Extracted material Block Start
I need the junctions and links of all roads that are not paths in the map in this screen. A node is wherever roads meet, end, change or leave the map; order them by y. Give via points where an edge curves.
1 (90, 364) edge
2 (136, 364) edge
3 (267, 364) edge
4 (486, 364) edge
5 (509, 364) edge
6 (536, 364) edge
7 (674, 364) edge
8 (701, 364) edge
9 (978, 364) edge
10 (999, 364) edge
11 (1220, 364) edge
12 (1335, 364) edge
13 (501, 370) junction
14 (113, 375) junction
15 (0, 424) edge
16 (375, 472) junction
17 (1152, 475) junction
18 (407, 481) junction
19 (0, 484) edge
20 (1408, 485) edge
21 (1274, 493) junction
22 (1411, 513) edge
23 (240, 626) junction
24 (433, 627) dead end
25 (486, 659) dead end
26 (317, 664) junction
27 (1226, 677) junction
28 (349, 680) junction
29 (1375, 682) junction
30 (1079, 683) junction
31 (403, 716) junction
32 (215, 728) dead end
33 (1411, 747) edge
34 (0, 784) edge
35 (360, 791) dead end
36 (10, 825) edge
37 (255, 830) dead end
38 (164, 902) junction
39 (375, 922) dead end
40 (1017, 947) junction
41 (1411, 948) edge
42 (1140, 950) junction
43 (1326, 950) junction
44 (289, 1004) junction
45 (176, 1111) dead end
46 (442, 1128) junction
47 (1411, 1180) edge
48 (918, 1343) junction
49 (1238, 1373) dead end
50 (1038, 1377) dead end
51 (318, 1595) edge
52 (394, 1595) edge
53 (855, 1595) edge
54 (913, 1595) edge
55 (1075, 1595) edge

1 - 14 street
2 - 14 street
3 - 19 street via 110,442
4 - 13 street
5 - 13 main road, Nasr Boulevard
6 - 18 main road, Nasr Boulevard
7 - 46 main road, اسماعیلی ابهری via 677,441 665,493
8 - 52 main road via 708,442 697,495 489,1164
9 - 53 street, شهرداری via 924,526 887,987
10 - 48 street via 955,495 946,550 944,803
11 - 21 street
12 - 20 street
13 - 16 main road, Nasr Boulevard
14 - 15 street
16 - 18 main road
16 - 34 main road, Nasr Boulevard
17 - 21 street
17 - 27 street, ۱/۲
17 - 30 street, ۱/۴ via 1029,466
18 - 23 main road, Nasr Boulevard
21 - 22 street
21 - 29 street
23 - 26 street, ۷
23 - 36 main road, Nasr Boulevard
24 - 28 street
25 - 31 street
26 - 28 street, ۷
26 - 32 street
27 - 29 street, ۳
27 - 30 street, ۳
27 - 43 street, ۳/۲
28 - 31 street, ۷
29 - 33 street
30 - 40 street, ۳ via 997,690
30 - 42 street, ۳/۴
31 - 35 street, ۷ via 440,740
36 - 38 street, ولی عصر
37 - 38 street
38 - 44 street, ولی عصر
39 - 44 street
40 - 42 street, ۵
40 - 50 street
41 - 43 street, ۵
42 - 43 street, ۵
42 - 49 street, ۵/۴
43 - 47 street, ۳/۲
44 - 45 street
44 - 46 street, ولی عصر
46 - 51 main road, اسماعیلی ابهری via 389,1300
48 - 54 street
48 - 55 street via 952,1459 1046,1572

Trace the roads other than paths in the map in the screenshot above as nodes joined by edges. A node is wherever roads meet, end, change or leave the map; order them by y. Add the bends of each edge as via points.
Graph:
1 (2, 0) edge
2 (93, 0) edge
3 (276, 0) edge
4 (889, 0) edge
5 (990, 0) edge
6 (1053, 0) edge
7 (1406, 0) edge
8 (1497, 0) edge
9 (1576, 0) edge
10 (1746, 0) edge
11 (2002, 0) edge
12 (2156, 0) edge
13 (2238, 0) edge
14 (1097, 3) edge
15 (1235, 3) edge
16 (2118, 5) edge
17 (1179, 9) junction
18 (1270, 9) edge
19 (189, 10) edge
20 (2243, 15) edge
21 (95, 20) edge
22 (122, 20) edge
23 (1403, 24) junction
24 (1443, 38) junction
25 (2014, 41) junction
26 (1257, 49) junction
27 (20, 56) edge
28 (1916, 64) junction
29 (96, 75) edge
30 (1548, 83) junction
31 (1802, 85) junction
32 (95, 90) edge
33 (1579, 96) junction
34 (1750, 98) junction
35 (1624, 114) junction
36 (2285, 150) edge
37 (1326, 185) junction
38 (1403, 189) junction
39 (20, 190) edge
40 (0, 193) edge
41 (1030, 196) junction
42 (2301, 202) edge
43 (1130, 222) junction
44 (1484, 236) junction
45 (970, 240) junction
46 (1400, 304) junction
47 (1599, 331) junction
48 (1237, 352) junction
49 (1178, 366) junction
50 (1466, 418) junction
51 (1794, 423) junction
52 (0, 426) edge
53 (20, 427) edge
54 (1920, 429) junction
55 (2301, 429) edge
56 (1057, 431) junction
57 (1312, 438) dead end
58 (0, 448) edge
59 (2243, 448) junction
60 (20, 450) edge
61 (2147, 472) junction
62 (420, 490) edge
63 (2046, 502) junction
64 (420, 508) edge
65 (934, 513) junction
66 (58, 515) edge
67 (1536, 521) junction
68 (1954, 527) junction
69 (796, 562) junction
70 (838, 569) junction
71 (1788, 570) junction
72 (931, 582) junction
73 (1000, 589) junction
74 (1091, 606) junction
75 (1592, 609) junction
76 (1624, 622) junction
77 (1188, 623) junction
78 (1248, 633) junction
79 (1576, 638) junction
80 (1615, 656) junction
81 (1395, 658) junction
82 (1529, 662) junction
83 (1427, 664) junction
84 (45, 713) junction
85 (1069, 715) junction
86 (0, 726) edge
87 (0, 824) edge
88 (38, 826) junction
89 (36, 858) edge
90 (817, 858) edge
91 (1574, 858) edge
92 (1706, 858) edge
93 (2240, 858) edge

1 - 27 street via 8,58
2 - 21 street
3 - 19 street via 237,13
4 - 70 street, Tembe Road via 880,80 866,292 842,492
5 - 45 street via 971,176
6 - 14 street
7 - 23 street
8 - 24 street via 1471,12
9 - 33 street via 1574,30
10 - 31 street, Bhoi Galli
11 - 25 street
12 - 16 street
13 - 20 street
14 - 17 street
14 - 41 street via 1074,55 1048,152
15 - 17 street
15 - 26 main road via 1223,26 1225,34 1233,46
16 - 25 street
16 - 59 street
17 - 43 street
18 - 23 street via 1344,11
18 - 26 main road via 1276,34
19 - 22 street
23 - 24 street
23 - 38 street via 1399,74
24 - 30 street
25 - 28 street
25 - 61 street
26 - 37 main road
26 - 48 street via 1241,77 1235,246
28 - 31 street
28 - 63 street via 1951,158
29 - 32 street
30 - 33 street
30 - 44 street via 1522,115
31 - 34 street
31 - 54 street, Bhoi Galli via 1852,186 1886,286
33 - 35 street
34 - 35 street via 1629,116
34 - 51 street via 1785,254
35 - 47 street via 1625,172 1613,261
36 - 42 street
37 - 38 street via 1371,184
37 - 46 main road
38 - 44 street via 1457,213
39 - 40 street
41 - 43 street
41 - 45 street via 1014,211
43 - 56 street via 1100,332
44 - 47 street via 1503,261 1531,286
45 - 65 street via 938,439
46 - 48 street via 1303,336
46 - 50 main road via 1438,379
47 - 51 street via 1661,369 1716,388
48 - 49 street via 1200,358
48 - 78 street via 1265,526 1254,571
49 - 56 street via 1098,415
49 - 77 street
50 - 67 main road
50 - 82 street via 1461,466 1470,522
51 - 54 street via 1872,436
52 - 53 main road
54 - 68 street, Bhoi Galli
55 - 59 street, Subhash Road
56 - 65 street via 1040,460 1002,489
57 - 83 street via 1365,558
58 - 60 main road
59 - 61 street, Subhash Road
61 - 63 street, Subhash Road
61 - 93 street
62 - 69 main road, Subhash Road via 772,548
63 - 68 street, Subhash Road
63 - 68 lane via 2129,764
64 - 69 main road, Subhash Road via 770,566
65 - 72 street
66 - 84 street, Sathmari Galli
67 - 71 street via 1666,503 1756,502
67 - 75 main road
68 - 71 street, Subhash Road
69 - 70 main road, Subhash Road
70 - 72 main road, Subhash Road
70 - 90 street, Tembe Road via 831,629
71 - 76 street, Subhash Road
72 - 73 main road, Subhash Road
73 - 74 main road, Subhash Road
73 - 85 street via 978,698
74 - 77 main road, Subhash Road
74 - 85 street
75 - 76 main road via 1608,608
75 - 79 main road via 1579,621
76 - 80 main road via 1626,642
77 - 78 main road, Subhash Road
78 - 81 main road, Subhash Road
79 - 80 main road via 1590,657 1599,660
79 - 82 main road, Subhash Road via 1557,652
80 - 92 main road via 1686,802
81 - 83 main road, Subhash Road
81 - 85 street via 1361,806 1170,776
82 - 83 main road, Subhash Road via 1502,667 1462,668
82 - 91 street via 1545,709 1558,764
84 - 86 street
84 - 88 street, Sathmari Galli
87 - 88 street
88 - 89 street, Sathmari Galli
Extracted material Block End
Exercise directions: Throughout the data above, report every line that contains the string "Bhoi".

Exercise answer:
10 - 31 street, Bhoi Galli
31 - 54 street, Bhoi Galli via 1852,186 1886,286
54 - 68 street, Bhoi Galli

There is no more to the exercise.